A recent survey finds that with more idle time and less adult supervision, significantly more teens try alcohol, smoking and drugs for the first time in the summer than at any other time of year,
Teenagers between the ages of 13 and 17 are more likely to try drinking alcohol, smoking cigarettes or marijuana, or using hallucinogens for the first time during the months of June and July than at any other time during the year, according to research conducted by the Substance Abuse and Mental Health Services Administration (SAMHSA).

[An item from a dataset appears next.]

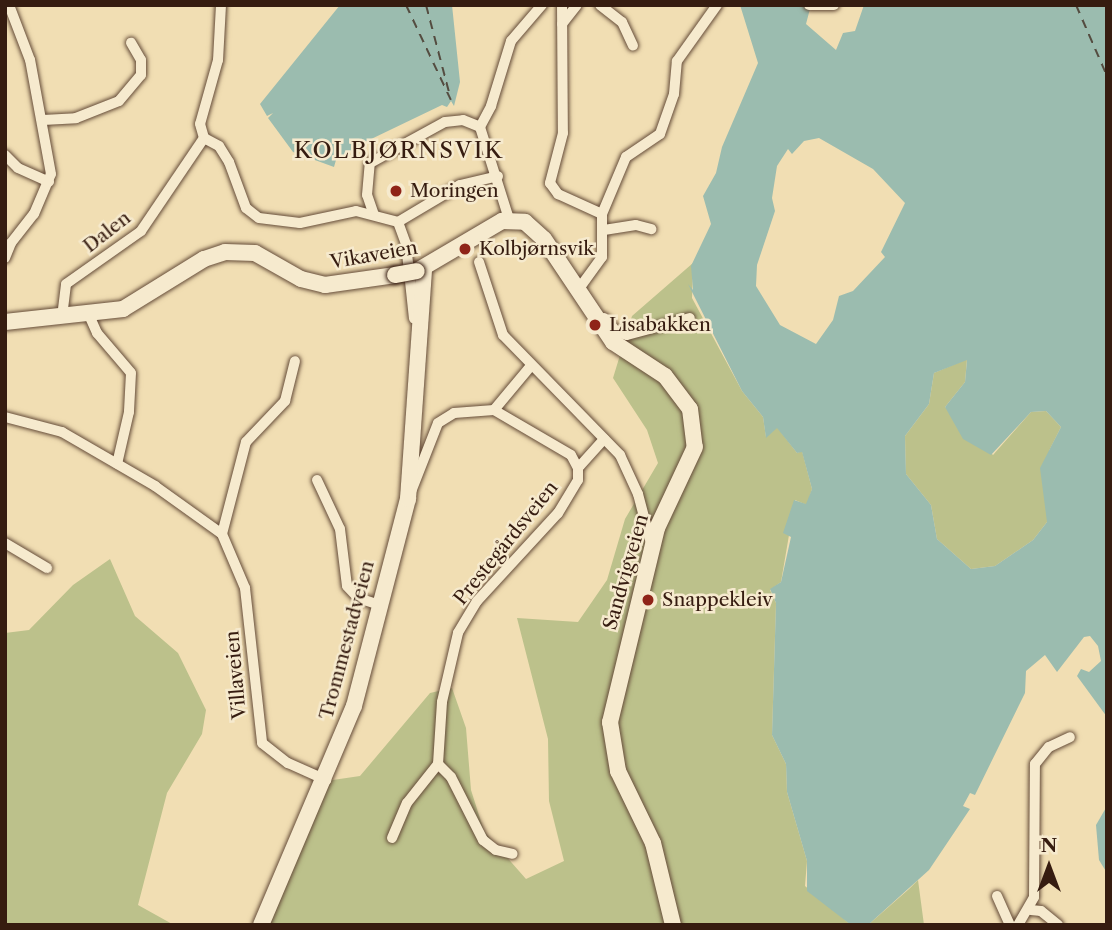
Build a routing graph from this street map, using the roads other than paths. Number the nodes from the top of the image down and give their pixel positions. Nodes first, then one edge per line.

During the other 10 months of the year, between 3,000 and 4,000 teenagers begin smoking each day. In June and July, that number spikes to an estimated 5,000 teens per day. The study also found that more than 11,000 teens drink alcohol for the first time in June and July, compared to 5,000-8,000 trying it for the first time each month during the rest of the year.
In a press release on Tuesday, SAMHSA Administrator Pamela S. Hyde explained:
“More free time and less adult supervision can make the summertime an exciting time for many young people, but it can also increase the likelihood of exposure to the dangers of substance abuse. That is why it is critically important to take every opportunity we can throughout the year to talk to our young people about the real risks of substance abuse and effective measures for avoiding it, so they will be informed and capable of making the right decisions on their own.”
The data comes at a time when a greater number of teens may find themselves jobless and with extra free time -- according to US Bureau of Labor statistics, fewer than three in 10 teens have jobs this summer. SAMHSA has created prevention programs specifically tailored to the season to curb the amount of drinking and drug use among teens during the warmer months.
Marijuana use, in particular, may be an increasing concern to parents and law enforcement officials. Last month, a government survey found that for the first time ever, more U.S. teens are smoking marijuana than cigarettes.